# finishing a basement bath - tie in to ejector pump vent?



## Boston Plumber (Apr 12, 2008)

Hi AJ:

You were correct first time. Connecting into the ejector pump is a no-no!!

I would take that 2" pipe for sink, stub out 1.5" pipe for lavatory sink and then continue on full size 2" vent to nearest 2" vent or larger upstairs or in attic (acts as vent for sink and WET vent for toilet)....and while running that 2" vent for 1/2 bath, pick up the vent that SHOULD NOT BE connected to ejector vent  and know job has been done correctly!!

And since house is only about a year old, be sure to check around entire basement..there should be a 2" FUTURE vent stubbed/capped for you to connect on too!! That capped future vent is a code requirement in my area...*cross fingers* it is in your area, too...and that you can find it!!

If future vent not found, then need to run the 2" vent like I suggested and cap the ejector vent where you cut out illegal connection.

Good luck with it all!! Post back if any other questions.


----------



## Alan (Apr 12, 2006)

Boston Plumber said:


> And since house is only about a year old, be sure to check around entire basement..there should be a 2" FUTURE vent stubbed/capped for you to connect on too!! That capped future vent is a code requirement in my area...*cross fingers* it is in your area, too...and that you can find it!!
> 
> If future vent not found, then need to run the 2" vent like I suggested and cap the ejector vent where you cut out illegal connection.
> 
> Good luck with it all!! Post back if any other questions.


Interesting.

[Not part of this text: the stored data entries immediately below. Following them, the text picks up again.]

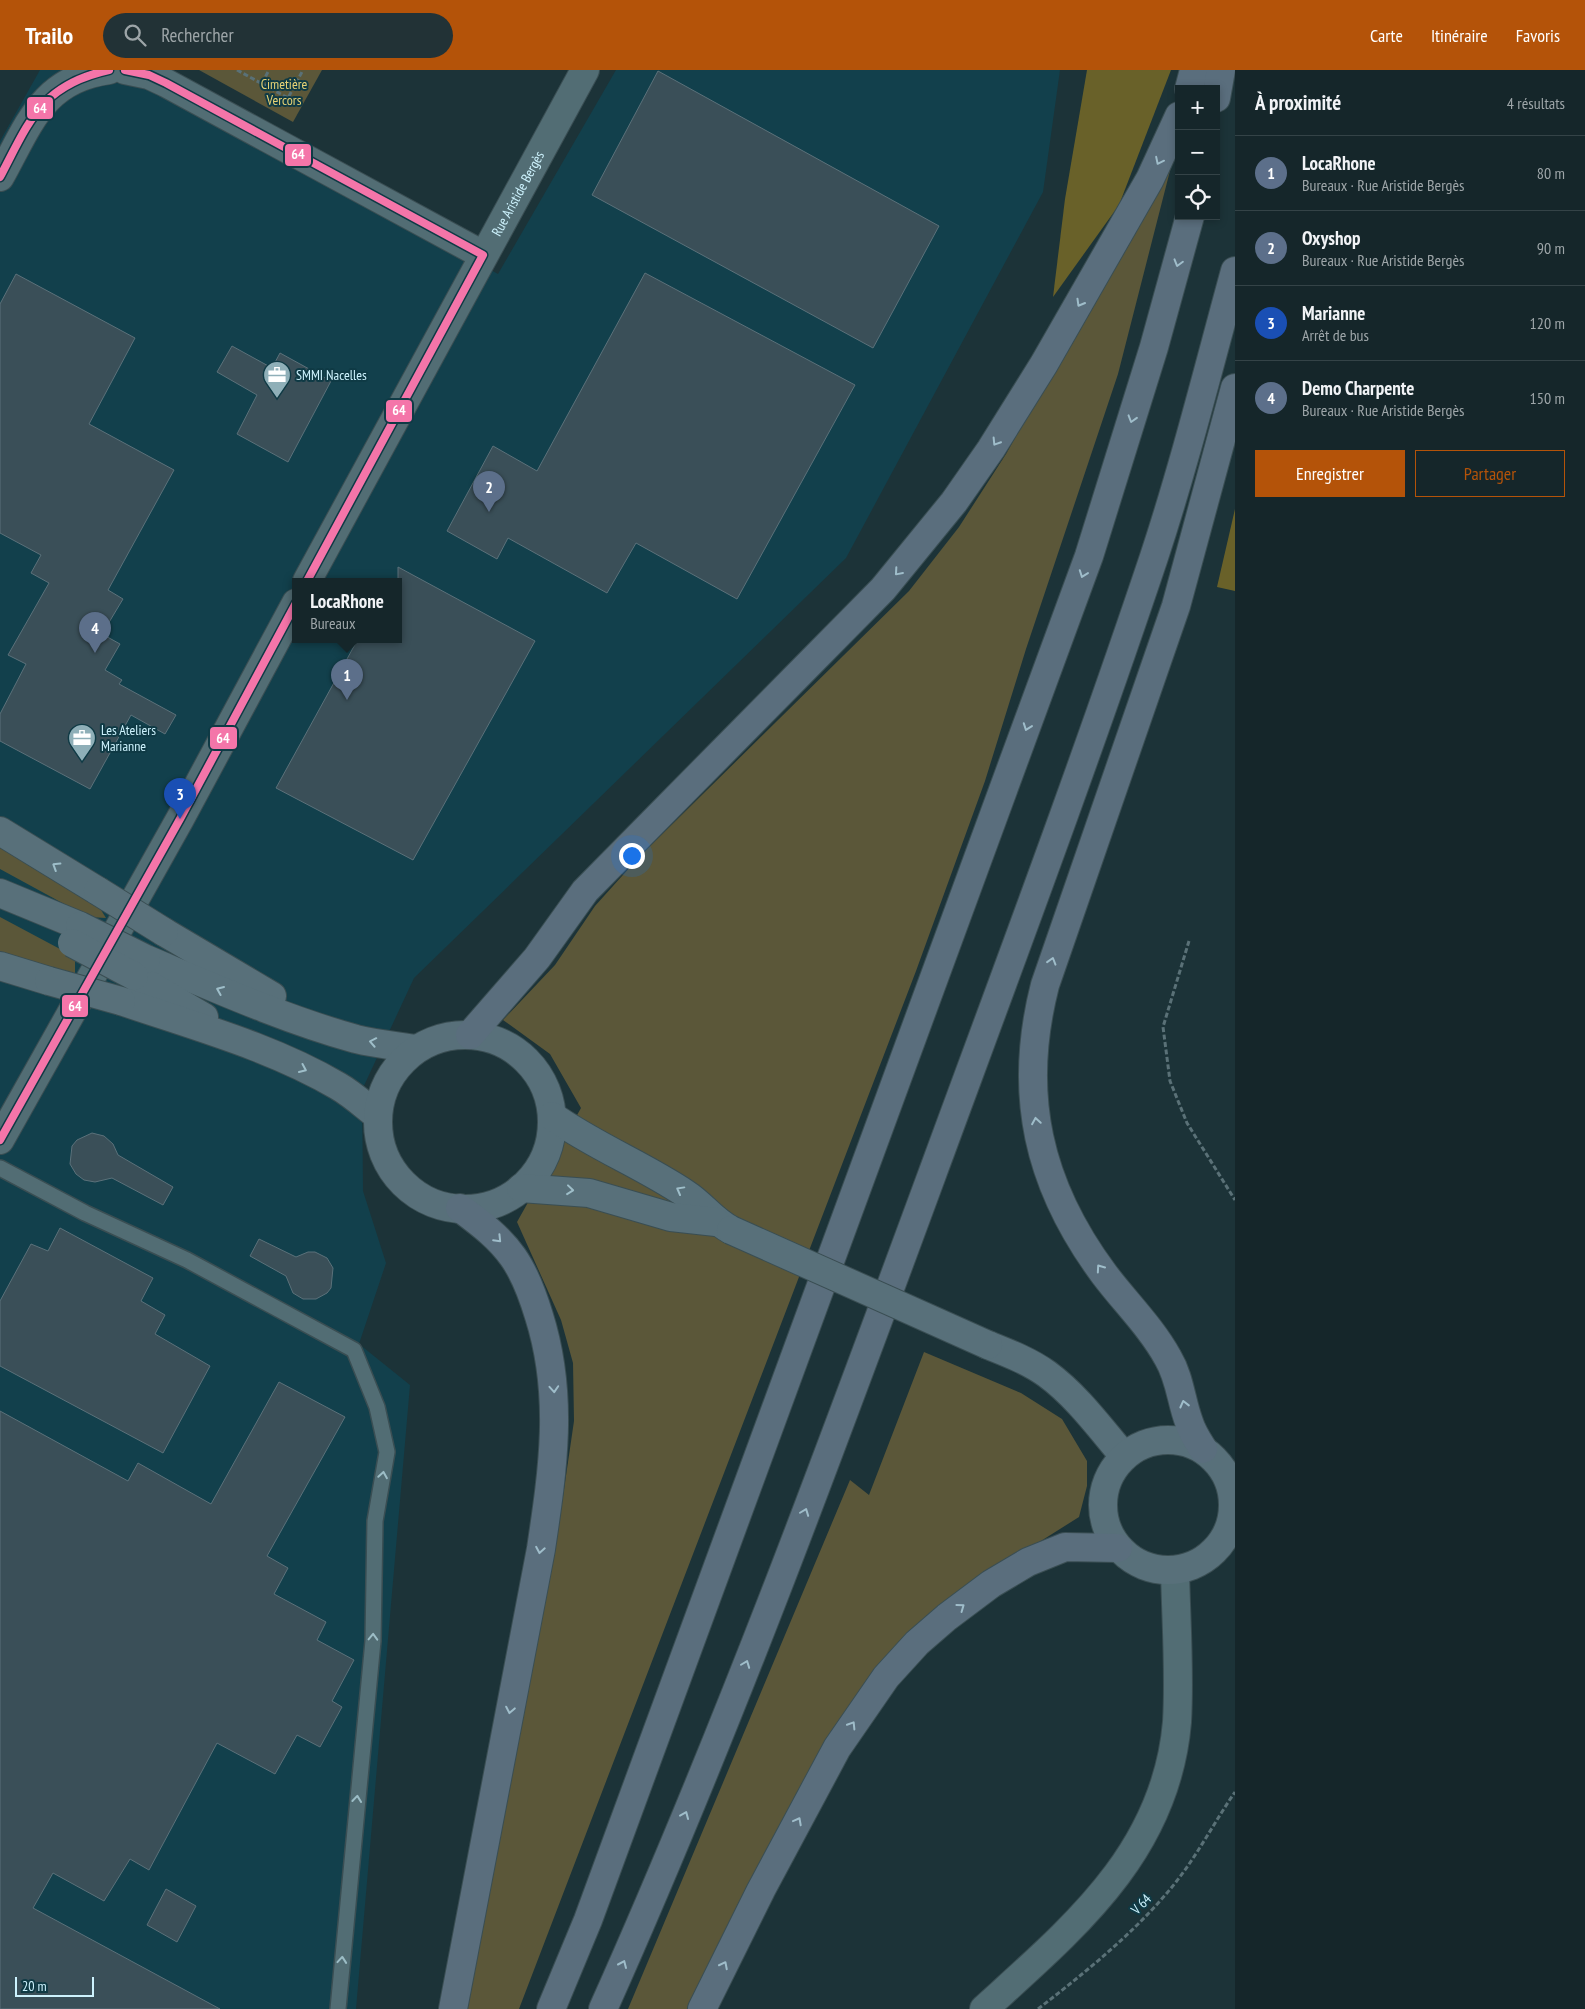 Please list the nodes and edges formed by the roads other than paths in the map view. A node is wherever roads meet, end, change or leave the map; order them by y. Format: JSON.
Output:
{"nodes":[{"id":1,"x":108,"y":70,"type":"edge"},
{"id":2,"x":125,"y":70,"type":"edge"},
{"id":3,"x":585,"y":70,"type":"edge"},
{"id":4,"x":1194,"y":70,"type":"edge"},
{"id":5,"x":1221,"y":70,"type":"edge"},
{"id":6,"x":1190,"y":85,"type":"edge"},
{"id":7,"x":1218,"y":85,"type":"edge"},
{"id":8,"x":1175,"y":125,"type":"edge"},
{"id":9,"x":0,"y":177,"type":"edge"},
{"id":10,"x":1189,"y":220,"type":"edge"},
{"id":11,"x":483,"y":255,"type":"junction"},
{"id":12,"x":1235,"y":270,"type":"edge"},
{"id":13,"x":1235,"y":388,"type":"edge"},
{"id":14,"x":310,"y":578,"type":"edge"},
{"id":15,"x":292,"y":610,"type":"edge"},
{"id":16,"x":0,"y":831,"type":"edge"},
{"id":17,"x":0,"y":894,"type":"edge"},
{"id":18,"x":0,"y":966,"type":"edge"},
{"id":19,"x":140,"y":967,"type":"junction"},
{"id":20,"x":331,"y":1031,"type":"junction"},
{"id":21,"x":470,"y":1035,"type":"junction"},
{"id":22,"x":259,"y":1049,"type":"junction"},
{"id":23,"x":416,"y":1049,"type":"junction"},
{"id":24,"x":378,"y":1116,"type":"junction"},
{"id":25,"x":552,"y":1116,"type":"junction"},
{"id":26,"x":0,"y":1140,"type":"edge"},
{"id":27,"x":0,"y":1168,"type":"edge"},
{"id":28,"x":522,"y":1188,"type":"junction"},
{"id":29,"x":460,"y":1208,"type":"junction"},
{"id":30,"x":724,"y":1226,"type":"junction"},
{"id":31,"x":1202,"y":1449,"type":"junction"},
{"id":32,"x":1124,"y":1456,"type":"junction"},
{"id":33,"x":1118,"y":1548,"type":"junction"},
{"id":34,"x":1175,"y":1570,"type":"junction"},
{"id":35,"x":338,"y":2009,"type":"edge"},
{"id":36,"x":453,"y":2009,"type":"edge"},
{"id":37,"x":551,"y":2009,"type":"edge"},
{"id":38,"x":603,"y":2009,"type":"edge"},
{"id":39,"x":702,"y":2009,"type":"edge"},
{"id":40,"x":984,"y":2009,"type":"edge"}],
"edges":[{"from":1,"to":9,"type":"street"},
{"from":2,"to":11,"type":"street"},
{"from":3,"to":11,"type":"street","name":"Rue Aristide Bergès"},
{"from":4,"to":6,"type":"highway"},
{"from":5,"to":7,"type":"highway"},
{"from":8,"to":21,"type":"highway","one_way":true},
{"from":10,"to":37,"type":"highway","one_way":true},
{"from":11,"to":14,"type":"street","name":"Rue Aristide Bergès"},
{"from":38,"to":12,"type":"highway","one_way":true},
{"from":31,"to":13,"type":"highway","one_way":true},
{"from":15,"to":26,"type":"street"},
{"from":20,"to":16,"type":"main road","one_way":true,"bridge":true},
{"from":17,"to":19,"type":"main road","bridge":true},
{"from":18,"to":22,"type":"main road","bridge":true},
{"from":20,"to":19,"type":"main road","one_way":true},
{"from":19,"to":22,"type":"main road"},
{"from":23,"to":20,"type":"main road","one_way":true},
{"from":21,"to":23,"type":"main road"},
{"from":21,"to":25,"type":"main road"},
{"from":22,"to":24,"type":"main road","one_way":true},
{"from":23,"to":24,"type":"main road"},
{"from":24,"to":29,"type":"main road"},
{"from":25,"to":28,"type":"main road"},
{"from":30,"to":25,"type":"main road","one_way":true},
{"from":35,"to":27,"type":"lane","one_way":true},
{"from":28,"to":29,"type":"main road"},
{"from":28,"to":30,"type":"main road","one_way":true},
{"from":29,"to":36,"type":"highway","one_way":true},
{"from":30,"to":32,"type":"main road","bridge":true},
{"from":31,"to":32,"type":"main road"},
{"from":31,"to":34,"type":"main road"},
{"from":32,"to":33,"type":"main road"},
{"from":33,"to":34,"type":"main road"},
{"from":39,"to":33,"type":"highway","one_way":true},
{"from":34,"to":40,"type":"street"}]} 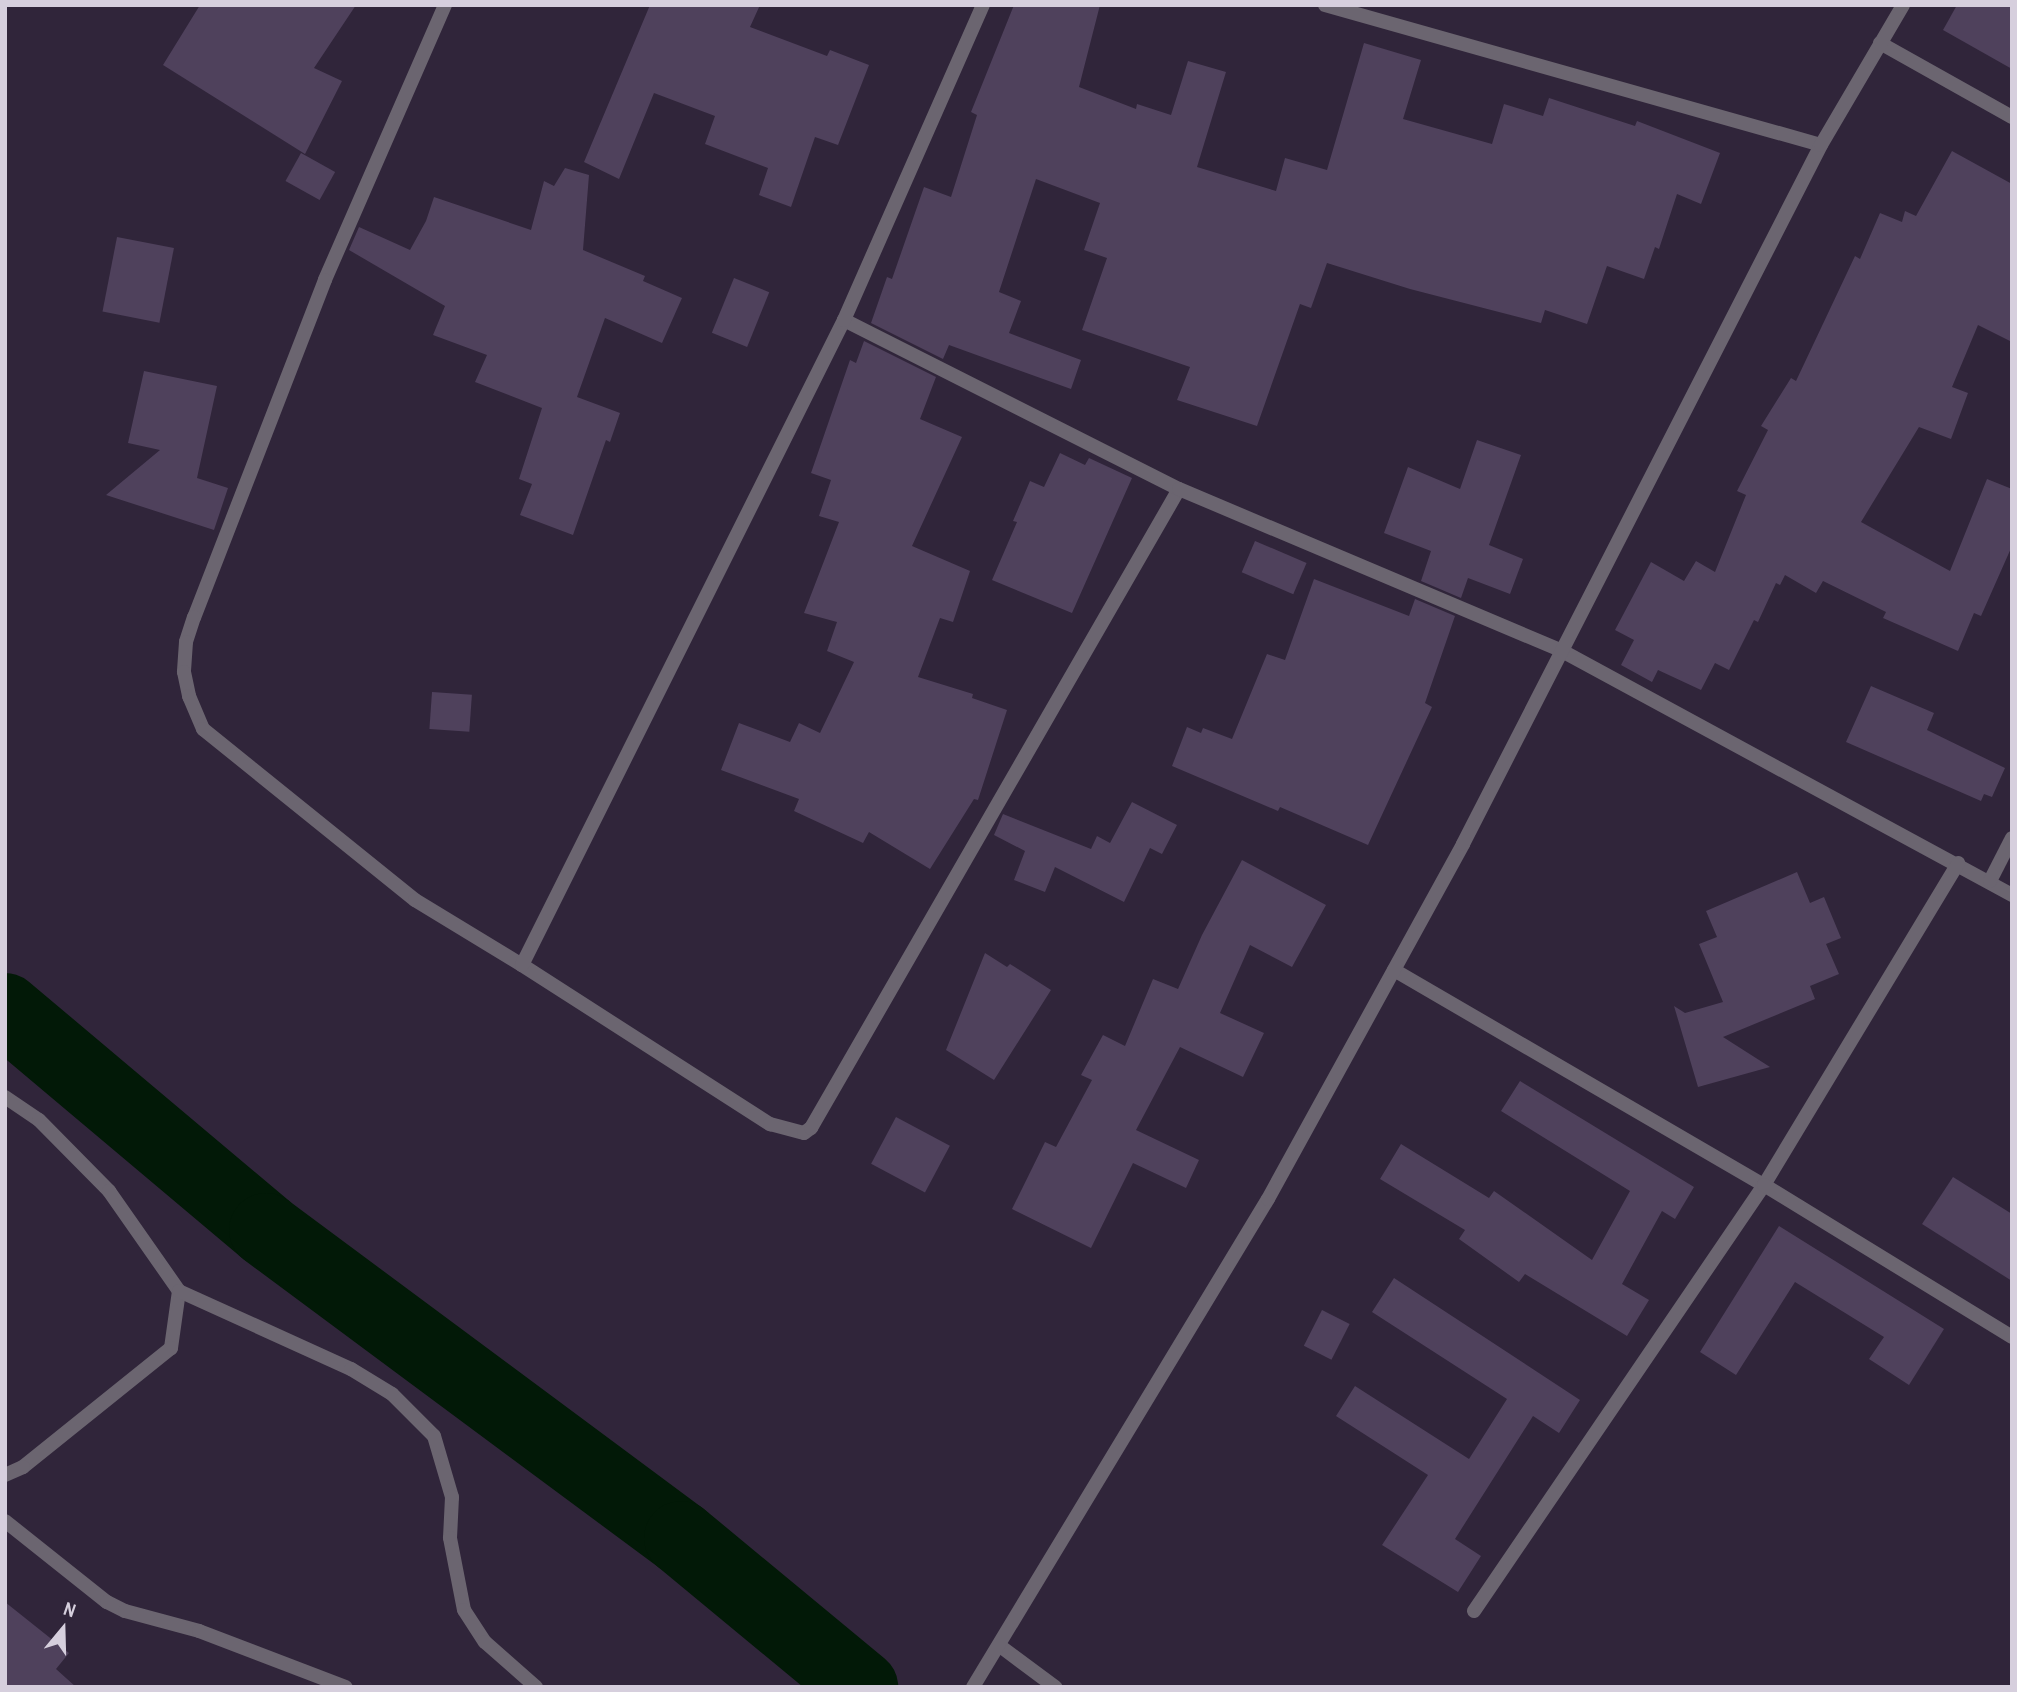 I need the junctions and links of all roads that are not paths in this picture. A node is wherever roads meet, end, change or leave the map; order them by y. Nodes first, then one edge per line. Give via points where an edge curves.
1 (445, 5) edge
2 (983, 5) edge
3 (1325, 5) edge
4 (1903, 5) edge
5 (1880, 43) junction
6 (2012, 117) edge
7 (1821, 145) junction
8 (844, 320) junction
9 (1179, 489) junction
10 (1564, 652) junction
11 (2012, 838) edge
12 (1958, 863) junction
13 (1990, 881) junction
14 (2012, 895) edge
15 (523, 965) junction
16 (1394, 970) junction
17 (5, 1097) edge
18 (1764, 1185) junction
19 (179, 1291) junction
20 (2012, 1337) edge
21 (5, 1475) edge
22 (5, 1521) edge
23 (1474, 1611) dead end
24 (1000, 1646) junction
25 (977, 1680) edge
26 (346, 1687) edge
27 (536, 1687) edge
28 (1055, 1687) edge

1 - 15 street via 320,293 194,617 184,672 203,729 415,900
2 - 8 street
3 - 7 street
4 - 5 street
5 - 6 street
5 - 7 street
7 - 10 street
8 - 9 street
8 - 15 street
9 - 10 street
9 - 15 street via 811,1128 804,1133 770,1124
10 - 12 street
10 - 16 street
11 - 13 street
12 - 13 street
12 - 18 street
13 - 14 street
16 - 18 street
16 - 24 street via 1268,1199
17 - 19 street via 39,1120 108,1191
18 - 20 street
18 - 23 street
19 - 21 street via 171,1348 23,1466
19 - 27 street via 351,1369 392,1394 434,1436 452,1497 450,1538 464,1611 485,1642
22 - 26 street via 107,1602 125,1611 199,1631
24 - 25 street
24 - 28 street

Does your code also require that toilet vents terminate separately?


----------



## Boston Plumber (Apr 12, 2008)

NOPE...all vents connect as normal and then penetrate the roof with one 3" vent as any state I have plumbed in...??

Why...does your state code allow someone to connect into the ejector vent..? All codes are different, for sure.....so is this the case..??


----------



## Alan (Apr 12, 2006)

Boston Plumber said:


> NOPE...all vents connect as normal and then penetrate the roof with one 3" vent as any state I have plumbed in...??
> 
> Why...does your state code allow someone to connect into the ejector vent..? All codes are different, for sure.....so is this the case..??


No, I was simply intrigued by the 2" future vent....:yes: :thumbup: 


How do you decide where to put it? You do have maximum horizontal lengths for vents, right?


----------



## Boston Plumber (Apr 12, 2008)

Hi Alan:

The 2" future vent is required in all new homes. Code (in my area) only requires that I leave a 2" future vent with drip leg on it and that I mark it as a FUTURE VENT somehow (I use permanant marker and just write FV on it)....does not matter where we leave it as long as it is 2".

In my area, I can run a 2" vent with a full bathroom on it up to 150 linear feet...so pretty much anywhere future vent is accessible works for most homes.

Hey, just wanted to answer your question...been having fun with some of the questions is all. 

I can see you are a pretty sharp bunch over here at DIY chatroom...looking forward to working with you guys on occassion...

I am not sure of all the proper etiquette for these kind of chatrooms...so bear with me if I do something stupid. I am new to this.

Take care


----------



## plumber Jim (Mar 30, 2008)

Here In colorado now that we switched to the IPC they let you tie into the 2" ejector pump vent, It just has to be 6 inches above the flood rim.


----------



## Alan (Apr 12, 2006)

Boston Plumber said:


> Hi Alan:
> 
> The 2" future vent is required in all new homes. Code (in my area) only requires that I leave a 2" future vent with drip leg on it and that I mark it as a FUTURE VENT somehow (I use permanant marker and just write FV on it)....does not matter where we leave it as long as it is 2".
> 
> ...


Interesting comparing code requirements. I think our TDL for 2" is similar, but our code only allows 1/3 of that TDL to be installed in a horizontal position, unless we upsize the entire length of vent by one pipe size for the fixture served. So, if this were future for a toilet..... you could see where this could get very confusing in our area.... lol.


----------